Photo from the Facebooks by James Gittemeier.
Goodbye old building. Say hi for me to House of Donuts when you get to old-building heaven.
According to the 1974 book "Duluth's Legacy, Volume One: Architecture," the building was built in 1889 as the Henry Halkam Store and Apartments, architect unknown. I for one am going to miss that Moorish dome on the corner, one of the last (or the last?) such domes in the city. (The 1889 Temple Opera Block had one until about 1940, and there were three on the 1904 Masonic Temple; both buildings were built by Duluth's Masons).

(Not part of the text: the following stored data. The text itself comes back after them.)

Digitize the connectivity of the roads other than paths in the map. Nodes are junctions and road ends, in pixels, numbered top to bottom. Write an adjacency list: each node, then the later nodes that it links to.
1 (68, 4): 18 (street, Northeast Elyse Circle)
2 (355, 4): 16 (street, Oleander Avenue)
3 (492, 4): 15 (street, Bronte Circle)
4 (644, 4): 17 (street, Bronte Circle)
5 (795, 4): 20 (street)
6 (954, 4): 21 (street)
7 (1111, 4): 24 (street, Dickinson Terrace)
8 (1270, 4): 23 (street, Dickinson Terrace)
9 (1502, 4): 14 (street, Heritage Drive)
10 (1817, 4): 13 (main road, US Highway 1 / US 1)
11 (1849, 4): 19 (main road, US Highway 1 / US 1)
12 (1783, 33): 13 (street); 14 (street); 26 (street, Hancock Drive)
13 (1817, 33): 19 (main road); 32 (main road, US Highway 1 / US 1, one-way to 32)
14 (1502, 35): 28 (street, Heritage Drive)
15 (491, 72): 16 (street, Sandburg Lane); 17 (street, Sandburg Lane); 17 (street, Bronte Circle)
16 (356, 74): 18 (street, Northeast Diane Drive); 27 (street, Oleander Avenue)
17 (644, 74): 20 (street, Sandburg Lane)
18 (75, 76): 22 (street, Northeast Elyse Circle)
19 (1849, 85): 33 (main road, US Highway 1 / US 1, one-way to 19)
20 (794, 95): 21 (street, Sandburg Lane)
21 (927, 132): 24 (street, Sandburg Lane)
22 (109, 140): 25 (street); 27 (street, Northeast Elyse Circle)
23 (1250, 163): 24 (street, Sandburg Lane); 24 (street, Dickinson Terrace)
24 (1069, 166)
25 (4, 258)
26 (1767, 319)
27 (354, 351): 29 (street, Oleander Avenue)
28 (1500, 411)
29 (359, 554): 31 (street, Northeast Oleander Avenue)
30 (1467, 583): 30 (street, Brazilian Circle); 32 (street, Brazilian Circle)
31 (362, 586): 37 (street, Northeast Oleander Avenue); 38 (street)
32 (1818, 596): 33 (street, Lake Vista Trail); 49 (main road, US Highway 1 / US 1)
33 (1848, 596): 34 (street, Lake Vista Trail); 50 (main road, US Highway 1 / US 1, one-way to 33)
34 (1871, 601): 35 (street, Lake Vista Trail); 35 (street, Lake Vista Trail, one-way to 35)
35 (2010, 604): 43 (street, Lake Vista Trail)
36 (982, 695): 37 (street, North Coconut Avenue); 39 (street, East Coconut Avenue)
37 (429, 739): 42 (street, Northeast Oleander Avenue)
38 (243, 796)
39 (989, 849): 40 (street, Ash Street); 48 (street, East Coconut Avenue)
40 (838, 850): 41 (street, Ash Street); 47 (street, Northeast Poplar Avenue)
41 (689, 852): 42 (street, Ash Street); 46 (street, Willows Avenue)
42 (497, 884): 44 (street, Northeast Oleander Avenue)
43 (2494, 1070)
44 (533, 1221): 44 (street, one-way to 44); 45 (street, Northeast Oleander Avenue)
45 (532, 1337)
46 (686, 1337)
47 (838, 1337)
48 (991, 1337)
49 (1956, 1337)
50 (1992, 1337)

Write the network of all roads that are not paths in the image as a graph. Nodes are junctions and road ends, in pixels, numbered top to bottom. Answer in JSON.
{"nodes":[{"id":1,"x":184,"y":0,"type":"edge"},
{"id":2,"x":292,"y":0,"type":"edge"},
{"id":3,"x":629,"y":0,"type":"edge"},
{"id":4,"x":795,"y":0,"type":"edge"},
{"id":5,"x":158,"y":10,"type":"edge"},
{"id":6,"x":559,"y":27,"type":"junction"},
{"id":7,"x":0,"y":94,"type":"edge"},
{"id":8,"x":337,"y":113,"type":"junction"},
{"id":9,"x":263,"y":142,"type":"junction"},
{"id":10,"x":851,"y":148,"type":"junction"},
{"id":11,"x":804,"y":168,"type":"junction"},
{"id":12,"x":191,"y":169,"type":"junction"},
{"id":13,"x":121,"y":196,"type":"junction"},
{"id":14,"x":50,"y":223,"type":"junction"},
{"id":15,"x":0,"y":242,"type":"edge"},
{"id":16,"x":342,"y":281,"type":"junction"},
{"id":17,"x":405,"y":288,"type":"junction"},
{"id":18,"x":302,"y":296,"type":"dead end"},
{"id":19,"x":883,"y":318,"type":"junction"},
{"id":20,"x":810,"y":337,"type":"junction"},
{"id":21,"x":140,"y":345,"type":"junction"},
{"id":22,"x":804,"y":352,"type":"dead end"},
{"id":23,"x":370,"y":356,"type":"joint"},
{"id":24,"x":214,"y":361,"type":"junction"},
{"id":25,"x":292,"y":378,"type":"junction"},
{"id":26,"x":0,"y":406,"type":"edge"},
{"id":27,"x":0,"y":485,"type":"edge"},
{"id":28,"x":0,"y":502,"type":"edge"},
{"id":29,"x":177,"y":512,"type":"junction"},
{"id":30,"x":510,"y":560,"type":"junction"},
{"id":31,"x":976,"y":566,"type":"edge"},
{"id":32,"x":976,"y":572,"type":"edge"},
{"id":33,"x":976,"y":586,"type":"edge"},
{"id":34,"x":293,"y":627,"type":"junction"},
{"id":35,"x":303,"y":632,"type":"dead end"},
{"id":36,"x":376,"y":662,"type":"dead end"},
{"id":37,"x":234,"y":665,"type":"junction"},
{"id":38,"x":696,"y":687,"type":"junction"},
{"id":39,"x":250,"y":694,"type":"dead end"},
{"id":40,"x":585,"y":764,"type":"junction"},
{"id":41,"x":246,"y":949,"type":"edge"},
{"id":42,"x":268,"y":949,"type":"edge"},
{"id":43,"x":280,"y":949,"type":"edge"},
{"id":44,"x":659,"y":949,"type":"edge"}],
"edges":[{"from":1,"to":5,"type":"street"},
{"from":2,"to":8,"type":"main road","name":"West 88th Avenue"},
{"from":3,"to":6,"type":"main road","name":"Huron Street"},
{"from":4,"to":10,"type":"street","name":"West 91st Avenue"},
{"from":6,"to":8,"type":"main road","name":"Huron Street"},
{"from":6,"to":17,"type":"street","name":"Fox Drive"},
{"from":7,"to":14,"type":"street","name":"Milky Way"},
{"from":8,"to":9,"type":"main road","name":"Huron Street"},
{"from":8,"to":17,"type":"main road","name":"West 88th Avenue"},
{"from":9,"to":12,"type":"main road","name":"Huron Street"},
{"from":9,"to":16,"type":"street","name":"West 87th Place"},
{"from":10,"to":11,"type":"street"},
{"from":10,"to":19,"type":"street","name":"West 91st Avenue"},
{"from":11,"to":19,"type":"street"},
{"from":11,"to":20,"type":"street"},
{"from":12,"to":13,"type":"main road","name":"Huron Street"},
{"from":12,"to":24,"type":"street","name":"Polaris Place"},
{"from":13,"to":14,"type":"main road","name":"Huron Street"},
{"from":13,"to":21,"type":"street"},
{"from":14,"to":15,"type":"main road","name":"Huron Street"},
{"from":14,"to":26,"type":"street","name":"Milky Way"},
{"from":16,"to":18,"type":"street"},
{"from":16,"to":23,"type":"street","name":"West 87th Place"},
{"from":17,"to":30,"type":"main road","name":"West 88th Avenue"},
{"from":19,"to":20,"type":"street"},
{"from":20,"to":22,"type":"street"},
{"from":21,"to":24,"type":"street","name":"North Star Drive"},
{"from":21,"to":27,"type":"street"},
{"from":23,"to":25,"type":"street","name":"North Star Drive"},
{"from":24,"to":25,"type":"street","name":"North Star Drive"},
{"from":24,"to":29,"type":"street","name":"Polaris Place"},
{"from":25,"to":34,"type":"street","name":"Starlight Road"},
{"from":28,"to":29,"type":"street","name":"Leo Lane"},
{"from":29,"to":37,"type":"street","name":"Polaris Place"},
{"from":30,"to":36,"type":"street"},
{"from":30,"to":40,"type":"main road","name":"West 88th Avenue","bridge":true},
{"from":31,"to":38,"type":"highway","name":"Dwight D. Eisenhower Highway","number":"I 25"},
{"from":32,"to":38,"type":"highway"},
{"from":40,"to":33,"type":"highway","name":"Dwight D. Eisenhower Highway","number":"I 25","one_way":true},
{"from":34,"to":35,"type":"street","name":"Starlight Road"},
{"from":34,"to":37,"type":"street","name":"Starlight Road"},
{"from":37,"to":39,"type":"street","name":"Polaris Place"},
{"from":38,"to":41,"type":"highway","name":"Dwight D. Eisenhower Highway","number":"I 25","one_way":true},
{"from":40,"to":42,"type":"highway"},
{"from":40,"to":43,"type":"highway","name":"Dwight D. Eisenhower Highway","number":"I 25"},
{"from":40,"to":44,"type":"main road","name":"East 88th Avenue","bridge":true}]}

I grew up around the corner from that building and have a rather fuzzy early childhood memory of my first time in the pawnshop. I remember feeling immediately uncomfortable upon entering because the interior of the shop was so old and rather dimly lit and what they sold was old too, which was not like the stores that I was used to. Someone in the shop explained to me how the pawn system worked and I remember being very worried that all those people wouldn’t be able to get their important things back. There was something small that I liked, but I didn’t ask for it because I was scared that the real owner would come looking for me. Perhaps as a result of that experience, I always felt a bit apprehensive around that building. I wasn’t consciously frightened of it but I was always very much aware of its rather heavy and dark presence when walking by. I guess that’s why I’m a bit surprised by how sad I felt after seeing that it was torn down. While I don’t think I want to argue that its existence beautified the neighborhood in a traditional sense, I would argue that it belonged to the neighborhood and that the neighborhood is poorer for its absence. Maybe as much as being sad, I guess I was surprised that it could be torn down. It seemed like it had always been there (being built in 1889 would actually make it one of the original neighborhood buildings) and that it always would be there. The unaging, uniformly gray facade put it more in the category of rock than building for me. As the picture above clearly shows, that was definitely a misclassification. While I understand the challenges involved with finding investors for the adaptive reuse of somewhat ominous old buildings, I wish that would have worked out here.
I hope that the comment I made in the original post didn't come across as crass. I believe that buildings have souls, they are one way we engage with our environment. They contain us and our life experience. Duluth has a rich soul, in part because of it's architectural legacy. The Duluth Preservation Alliance has written about this building.
Thanks for highlighting the Moorish dome, TonyD. Here's another on Superior Street.
I certainly didn’t consider it crass. I think taking the time and effort to create the post speaks for itself and appreciate being made aware of the demolition. From what very little I can find online about the building, it seems like it was structurally sound. I understand that it had sat vacant for some time and that there are some old buildings whose historic exteriors mask a seemingly insurmountable backlog of deferred maintenance that becomes even more expensive to fix every day that it isn’t addressed, but does anyone know if that was the case here? Or is a donation to the Duluth Preservation Alliance in order in the hope they will have sufficient resources to save other historically significant buildings, including whatever Moorish domes are still left in the city?
It's too bad. That building was highlighted as potentially eligible for local landmark status in the Central Hillside Architecture Survey done a few years ago. The more we chip away at our historic neighborhoods the more we lose cultural/historic integrity.